With a synthesizer, one could add an adjustable drone oscillator. For violin or cello, besides the obvious droning on an open string, one could have such an oscillator set up, or a second player giving the sustained tone when needed. On a refretted guitar, the sixth string could be tuned to some desirable drone~pitch-perhaps tuning it an octave below the fifth string, or a fifth below it.
In recent months, I have built special drone-instruments with melody-strings on one side and choice of drones on the other. This scheme prevents accidental sounding of drones when not wanted. Fret-names are provided as for the Megalyra, with 12-tone beside just intervals and charts for other systems would be easily attached.

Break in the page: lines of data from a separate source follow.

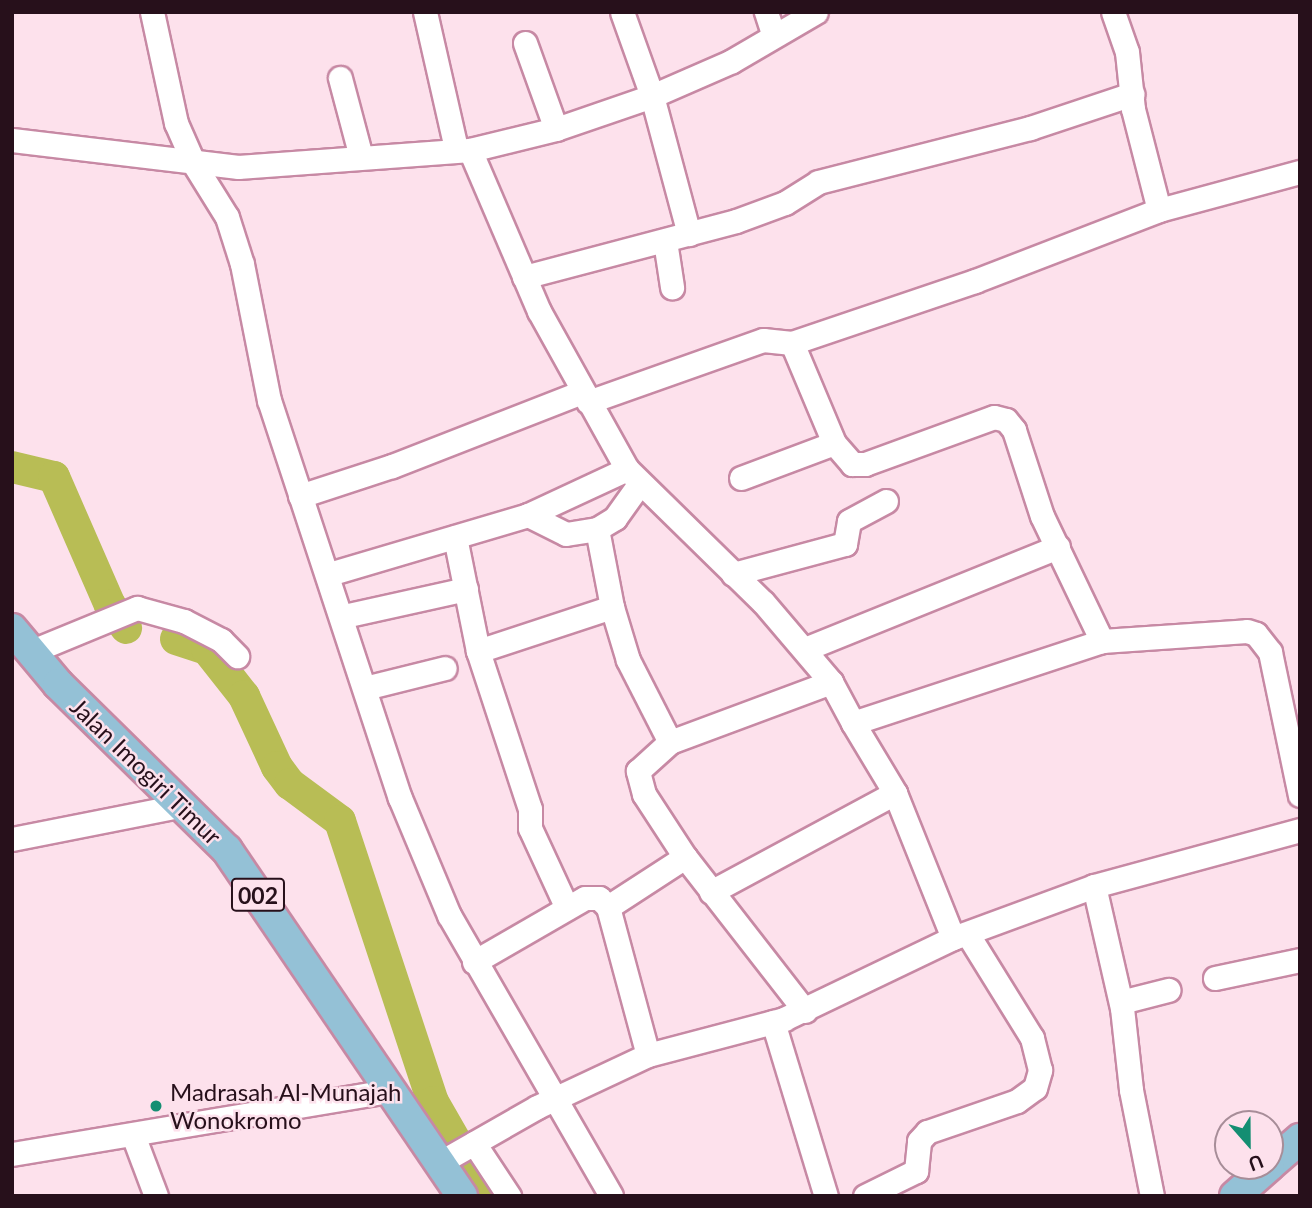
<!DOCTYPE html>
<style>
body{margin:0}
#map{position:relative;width:1312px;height:1208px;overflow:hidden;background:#fde1ec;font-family:Lato,sans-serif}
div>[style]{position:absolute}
.river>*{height:32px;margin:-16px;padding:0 16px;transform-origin:16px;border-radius:16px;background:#b8bd55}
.roads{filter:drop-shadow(2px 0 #c789a4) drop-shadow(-2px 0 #c789a4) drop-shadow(0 2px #c789a4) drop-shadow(0 -2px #c789a4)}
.minor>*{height:23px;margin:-11.5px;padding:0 11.5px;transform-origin:11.5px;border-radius:11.5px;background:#fff}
.major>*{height:30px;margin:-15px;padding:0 15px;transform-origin:15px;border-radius:15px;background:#94c1d6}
.dots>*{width:19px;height:19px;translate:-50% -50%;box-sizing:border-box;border:4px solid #fde1ec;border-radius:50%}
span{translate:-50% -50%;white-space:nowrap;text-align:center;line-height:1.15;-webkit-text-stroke:5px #fde1ec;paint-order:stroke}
.shield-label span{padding:2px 5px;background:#fde1ec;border:2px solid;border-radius:5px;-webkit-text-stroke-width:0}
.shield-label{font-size:23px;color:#27101b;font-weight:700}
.street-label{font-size:24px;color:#27101b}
.poi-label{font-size:24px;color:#27101b}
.left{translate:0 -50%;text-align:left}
.frame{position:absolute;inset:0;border:14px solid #27101b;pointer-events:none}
.north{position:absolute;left:1214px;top:1110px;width:70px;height:70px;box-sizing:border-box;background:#fde1ec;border:2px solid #a78d98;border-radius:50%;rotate:159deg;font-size:19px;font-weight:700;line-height:28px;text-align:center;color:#27101b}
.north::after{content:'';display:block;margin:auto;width:24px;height:32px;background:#148e72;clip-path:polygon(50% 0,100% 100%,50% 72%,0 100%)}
</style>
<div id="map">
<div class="river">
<i style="left:12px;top:467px;width:43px;rotate:13.4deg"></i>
<i style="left:54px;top:477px;width:140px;rotate:66.4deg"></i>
<i style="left:110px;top:605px;width:28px;rotate:55deg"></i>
<i style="left:176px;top:639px;width:33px;rotate:18deg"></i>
<i style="left:207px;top:649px;width:60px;rotate:51.8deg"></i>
<i style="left:244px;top:696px;width:78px;rotate:65.1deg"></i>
<i style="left:277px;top:767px;width:21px;rotate:53deg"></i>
<i style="left:290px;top:784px;width:62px;rotate:36.5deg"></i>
<i style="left:340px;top:821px;width:296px;rotate:71.7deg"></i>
<i style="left:433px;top:1102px;width:108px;rotate:60.1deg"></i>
</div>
<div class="roads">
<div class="minor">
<i style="left:152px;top:12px;width:114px;rotate:77.8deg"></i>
<i style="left:176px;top:123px;width:45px;rotate:66.3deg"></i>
<i style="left:194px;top:164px;width:62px;rotate:58.1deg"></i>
<i style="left:227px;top:217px;width:49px;rotate:72.3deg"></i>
<i style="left:242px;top:264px;width:139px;rotate:78.8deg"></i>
<i style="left:269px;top:400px;width:419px;rotate:71.8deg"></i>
<i style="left:400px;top:798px;width:127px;rotate:67.3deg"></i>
<i style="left:449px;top:915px;width:324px;rotate:60deg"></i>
<i style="left:425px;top:12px;width:140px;rotate:77.2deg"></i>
<i style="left:622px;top:12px;width:89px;rotate:70.3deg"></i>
<i style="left:652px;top:96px;width:143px;rotate:75deg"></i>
<i style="left:766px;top:12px;width:23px;rotate:72deg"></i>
<i style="left:1113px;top:12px;width:42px;rotate:70.7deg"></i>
<i style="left:1127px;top:52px;width:57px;rotate:84deg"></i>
<i style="left:1133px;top:109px;width:104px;rotate:75.6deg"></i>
<i style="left:1159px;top:210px;width:146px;rotate:-15.1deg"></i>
<i style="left:525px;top:43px;width:91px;rotate:70.2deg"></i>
<i style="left:340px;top:78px;width:82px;rotate:75.1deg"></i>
<i style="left:12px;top:140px;width:228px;rotate:6.8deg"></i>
<i style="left:238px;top:167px;width:233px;rotate:-4.2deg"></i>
<i style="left:470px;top:150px;width:89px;rotate:-13.7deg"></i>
<i style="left:556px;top:129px;width:102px;rotate:-19deg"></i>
<i style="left:652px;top:96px;width:87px;rotate:-23.6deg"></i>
<i style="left:732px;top:61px;width:97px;rotate:-30.3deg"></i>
<i style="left:470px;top:150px;width:175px;rotate:66.8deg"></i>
<i style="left:539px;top:311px;width:181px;rotate:60.9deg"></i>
<i style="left:627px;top:469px;width:190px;rotate:44.4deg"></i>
<i style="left:763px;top:602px;width:105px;rotate:49.6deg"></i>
<i style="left:831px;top:682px;width:47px;rotate:61.8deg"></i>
<i style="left:853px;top:723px;width:262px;rotate:-18.2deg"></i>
<i style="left:1102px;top:641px;width:145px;rotate:-3.9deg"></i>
<i style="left:1247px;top:631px;width:9px;rotate:18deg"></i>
<i style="left:1256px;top:634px;width:23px;rotate:52deg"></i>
<i style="left:1270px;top:652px;width:146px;rotate:78.2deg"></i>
<i style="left:665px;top:241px;width:47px;rotate:81.3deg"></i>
<i style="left:524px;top:277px;width:219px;rotate:-14.8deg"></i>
<i style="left:736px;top:221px;width:52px;rotate:-20.2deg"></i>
<i style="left:785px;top:203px;width:39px;rotate:-32deg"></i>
<i style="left:818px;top:182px;width:219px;rotate:-14.3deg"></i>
<i style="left:1030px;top:128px;width:108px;rotate:-18.4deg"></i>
<i style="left:792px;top:343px;width:108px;rotate:67.2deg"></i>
<i style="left:834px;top:443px;width:28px;rotate:49deg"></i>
<i style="left:852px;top:464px;width:13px"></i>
<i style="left:865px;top:464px;width:137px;rotate:-20deg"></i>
<i style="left:994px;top:417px;width:12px;rotate:14deg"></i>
<i style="left:1006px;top:420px;width:13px;rotate:51deg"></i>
<i style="left:1014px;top:430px;width:90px;rotate:72deg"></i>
<i style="left:1042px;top:516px;width:139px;rotate:64.4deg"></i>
<i style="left:588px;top:402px;width:186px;rotate:-19.5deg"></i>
<i style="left:763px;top:340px;width:29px;rotate:6deg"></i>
<i style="left:792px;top:343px;width:193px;rotate:-18.7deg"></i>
<i style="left:975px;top:281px;width:197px;rotate:-21.1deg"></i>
<i style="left:741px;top:478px;width:99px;rotate:-20.6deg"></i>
<i style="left:300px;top:496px;width:97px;rotate:-18.1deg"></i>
<i style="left:392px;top:466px;width:204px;rotate:-21.3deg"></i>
<i style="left:528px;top:515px;width:42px;rotate:26.6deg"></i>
<i style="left:566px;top:534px;width:31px;rotate:-9deg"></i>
<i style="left:597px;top:529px;width:21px;rotate:-31deg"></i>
<i style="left:615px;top:518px;width:43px;rotate:-54.5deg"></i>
<i style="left:597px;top:529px;width:79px;rotate:79.1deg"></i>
<i style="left:612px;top:607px;width:55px;rotate:73.2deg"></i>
<i style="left:628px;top:660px;width:92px;rotate:62.9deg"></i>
<i style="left:455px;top:537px;width:116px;rotate:78.6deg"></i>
<i style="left:478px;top:651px;width:166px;rotate:71.8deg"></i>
<i style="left:530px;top:809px;width:19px;rotate:90deg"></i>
<i style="left:530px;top:828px;width:88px;rotate:65.2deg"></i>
<i style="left:329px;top:574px;width:208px;rotate:-16.5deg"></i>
<i style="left:528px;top:515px;width:109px;rotate:-24.9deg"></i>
<i style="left:733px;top:574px;width:116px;rotate:-15deg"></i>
<i style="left:845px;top:544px;width:23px;rotate:-80deg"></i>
<i style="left:849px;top:521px;width:42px;rotate:-28.4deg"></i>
<i style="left:344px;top:616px;width:125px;rotate:-12.5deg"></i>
<i style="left:805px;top:649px;width:273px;rotate:-22deg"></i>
<i style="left:478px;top:651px;width:141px;rotate:-18.2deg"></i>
<i style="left:30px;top:652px;width:116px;rotate:-22.4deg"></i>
<i style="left:137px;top:608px;width:49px;rotate:15.5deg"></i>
<i style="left:184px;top:621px;width:42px;rotate:27.2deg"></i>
<i style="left:221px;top:640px;width:23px;rotate:45deg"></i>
<i style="left:365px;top:688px;width:82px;rotate:-14deg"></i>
<i style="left:853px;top:723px;width:82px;rotate:59deg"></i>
<i style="left:895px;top:793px;width:156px;rotate:68.2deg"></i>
<i style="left:12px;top:839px;width:174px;rotate:-11.2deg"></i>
<i style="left:1094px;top:886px;width:125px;rotate:77.1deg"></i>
<i style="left:1122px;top:1008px;width:82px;rotate:83.7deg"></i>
<i style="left:1131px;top:1090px;width:108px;rotate:78.8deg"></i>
<i style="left:711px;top:892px;width:209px;rotate:-28.3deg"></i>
<i style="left:608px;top:907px;width:153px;rotate:74.9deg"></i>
<i style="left:474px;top:962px;width:128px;rotate:-30deg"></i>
<i style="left:585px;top:898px;width:14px"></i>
<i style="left:599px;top:898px;width:13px;rotate:45deg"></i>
<i style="left:608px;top:907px;width:92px;rotate:-33deg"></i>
<i style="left:1215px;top:978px;width:87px;rotate:-12deg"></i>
<i style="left:1121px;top:1002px;width:49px;rotate:-14.3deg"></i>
<i style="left:805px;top:1011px;width:195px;rotate:-127.9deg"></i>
<i style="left:685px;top:857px;width:75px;rotate:-123.1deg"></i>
<i style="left:644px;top:794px;width:24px;rotate:-105deg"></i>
<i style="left:638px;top:771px;width:43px;rotate:-42.2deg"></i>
<i style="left:670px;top:742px;width:172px;rotate:-20.4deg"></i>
<i style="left:773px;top:1022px;width:182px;rotate:73.1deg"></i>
<i style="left:133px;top:1135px;width:65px;rotate:69.3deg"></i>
<i style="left:474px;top:1143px;width:64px;rotate:56.6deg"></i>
<i style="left:12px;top:1154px;width:382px;rotate:-9.5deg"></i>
<i style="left:439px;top:1163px;width:113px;rotate:-29.7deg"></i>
<i style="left:537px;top:1107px;width:123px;rotate:-25.1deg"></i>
<i style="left:648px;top:1055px;width:141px;rotate:-14.8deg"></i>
<i style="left:784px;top:1019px;width:187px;rotate:-25.6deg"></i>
<i style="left:953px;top:938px;width:150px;rotate:-20.2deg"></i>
<i style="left:1094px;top:886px;width:213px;rotate:-15.2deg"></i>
<i style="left:865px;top:1196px;width:57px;rotate:-26.1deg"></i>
<i style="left:916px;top:1171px;width:30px;rotate:-84deg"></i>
<i style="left:919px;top:1141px;width:12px;rotate:-48deg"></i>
<i style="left:927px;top:1132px;width:95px;rotate:-19deg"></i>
<i style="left:1017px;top:1101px;width:22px;rotate:-36deg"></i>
<i style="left:1035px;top:1088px;width:19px;rotate:-74deg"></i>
<i style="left:1040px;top:1070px;width:33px;rotate:-104deg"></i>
<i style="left:1032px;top:1038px;width:123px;rotate:-121.8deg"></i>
</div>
<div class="major">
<i style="left:12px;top:629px;width:72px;rotate:50.1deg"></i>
<i style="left:58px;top:684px;width:237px;rotate:44.5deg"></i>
<i style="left:227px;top:850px;width:418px;rotate:55.8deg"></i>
<i style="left:1270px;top:1165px;width:40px;rotate:-41deg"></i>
<i style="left:1235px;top:1196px;width:45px;rotate:-41.4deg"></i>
</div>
</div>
<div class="dots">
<i style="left:156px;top:1106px;background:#148e72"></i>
</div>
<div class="shield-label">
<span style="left:258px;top:895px">002</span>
</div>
<div class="street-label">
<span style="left:146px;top:771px;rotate:44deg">Jalan Imogiri Timur</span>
</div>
<div class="poi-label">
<span class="left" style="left:170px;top:1106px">Madrasah Al-Munajah<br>Wonokromo</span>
</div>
<div class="frame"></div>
<div class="north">U</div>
</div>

There are cases where a double or triple drone is useful. Double organ-points are common in the classical literature. Some drone-instruments have a double drone.
A special case of drones takes a low tone and by filters or variable resonators accentuates this or that member of its harmonic series. The inverse process, of sounding faintly a high tone and playing a subharmonic series melody below it, would be well worth experimenting with. (I.e. all tones of a subharmonic melody with upper drone would have that drone's pitch as one of their harmonics.)
After the newcomer to xenharmonics has become accustomed to this or that tuning-system, examples with merely now-and-then drones can be used; later on, it can be dispensed with. Drones are especially valuable when someone is learning to sing in a non-twelve scale.
The timbre or harmonic constitution of a drone-tone is extremely important, since the new intervals will not be defined or clearly set off one from another unless the drone has a long series of harmonics. Smooth dull tones like the sinewave or abnormal tones like the odd-harmonics-only square-wave or bass clarinet are not suitable. A cello-like or reedy tone-quality is best... What is sometimes called a "thin" tone. Preferably it should have no vibrato at all, for the purposes of this article.
While you are learning to hear new intervals, you need something reliably steady to measure Then you will feel more sure of where all these strange melodies are going.